# EXERCISE OBJECTIVE:
Report each line of the records below that uses the word "Carretera".

(Saved data entries)
——

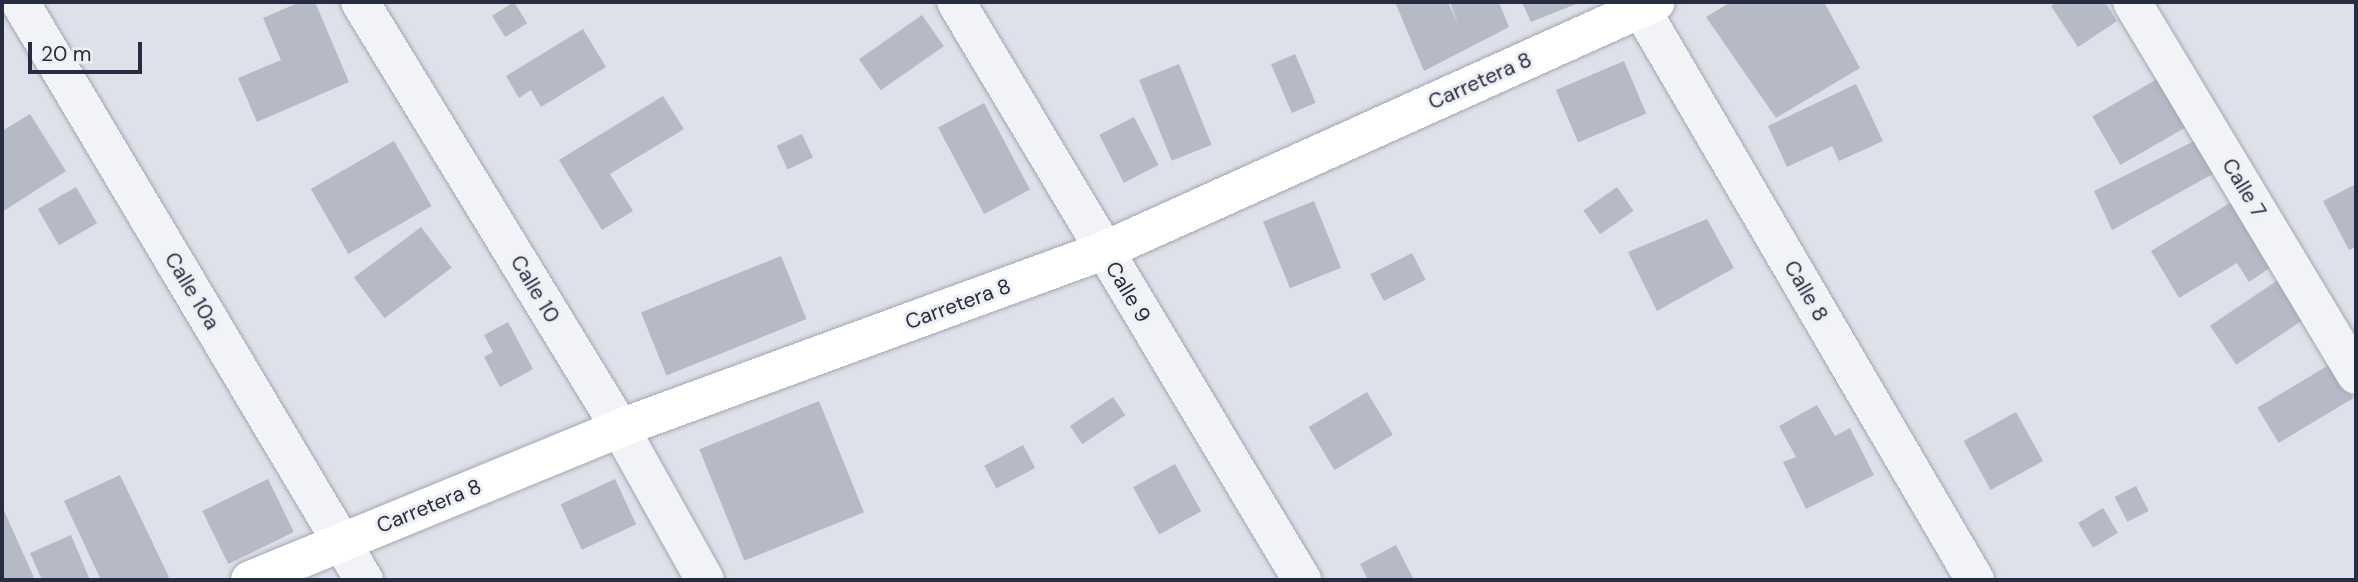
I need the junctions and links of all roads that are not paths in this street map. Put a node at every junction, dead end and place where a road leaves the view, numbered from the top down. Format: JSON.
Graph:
{"nodes":[{"id":1,"x":20,"y":2,"type":"edge"},
{"id":2,"x":360,"y":2,"type":"edge"},
{"id":3,"x":956,"y":2,"type":"edge"},
{"id":4,"x":2132,"y":2,"type":"edge"},
{"id":5,"x":1645,"y":4,"type":"edge"},
{"id":6,"x":1103,"y":251,"type":"junction"},
{"id":7,"x":2356,"y":375,"type":"edge"},
{"id":8,"x":620,"y":428,"type":"junction"},
{"id":9,"x":342,"y":542,"type":"junction"},
{"id":10,"x":250,"y":580,"type":"edge"},
{"id":11,"x":364,"y":580,"type":"edge"},
{"id":12,"x":705,"y":580,"type":"edge"},
{"id":13,"x":1302,"y":580,"type":"edge"},
{"id":14,"x":1975,"y":580,"type":"edge"}],
"edges":[{"from":1,"to":9,"type":"street","name":"Calle 10a"},
{"from":2,"to":8,"type":"street","name":"Calle 10"},
{"from":3,"to":6,"type":"street","name":"Calle 9"},
{"from":4,"to":7,"type":"street","name":"Calle 7"},
{"from":5,"to":6,"type":"street","name":"Carretera 8"},
{"from":5,"to":14,"type":"street","name":"Calle 8"},
{"from":6,"to":8,"type":"street","name":"Carretera 8"},
{"from":6,"to":13,"type":"street","name":"Calle 9"},
{"from":8,"to":9,"type":"street","name":"Carretera 8"},
{"from":8,"to":12,"type":"street","name":"Calle 10"},
{"from":9,"to":10,"type":"street","name":"Carretera 8"},
{"from":9,"to":11,"type":"street","name":"Calle 10a"}]}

——

# EXERCISE RESPONSE:
{"from":5,"to":6,"type":"street","name":"Carretera 8"},
{"from":6,"to":8,"type":"street","name":"Carretera 8"},
{"from":8,"to":9,"type":"street","name":"Carretera 8"},
{"from":9,"to":10,"type":"street","name":"Carretera 8"},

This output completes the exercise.